In engineering fields it can be quite difficult to come up with good, consistent questions that enable an interviewer to consistently get a good overview of what a candidate is capable of. Unfortunately, in these fields, recruiters are very desperate to get placements because it can be quite lucrative, and so they do whatever they can to give their candidates an edge - including quizzing them on the questions that they were asked so that they can prime their candidates for success at answering the questions. The end result is that our questions become useless, as if a candidate already knows the answer (or has a chance to research it ahead of time) we can't get any data about their actual ability to solve problems themselves.
Short of having to come up with new questions for every candidate (bad because it increases the interviewing workload and makes it difficult to make objective comparisons) or asking HR to bar candidates who come from these bad recruiters (they are unwilling to do that), how can we avoid having recruiters "poisoning the well" in this way?
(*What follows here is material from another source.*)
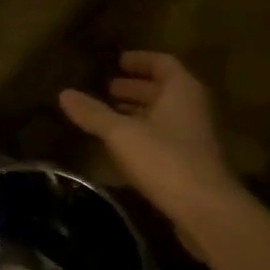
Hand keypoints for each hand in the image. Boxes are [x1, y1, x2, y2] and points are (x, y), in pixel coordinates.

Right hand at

EDITED TO ADD: The questions we ask are not simple "memorization" or "trivia" questions. They are problem-solving and high-level systems design. However, this question still applies to fields where memorization/trivia questions are an important part of the screening process, and the nature of the problem itself is not the part of this situation that needs to be changed in any case.
Also, the recruiting firms are hired by us to find candidates - we're the ones paying their hiring bonus, not the candidates. Thus, they really should not be sending us low-quality candidates that they have prepped to seem like high-quality candidates.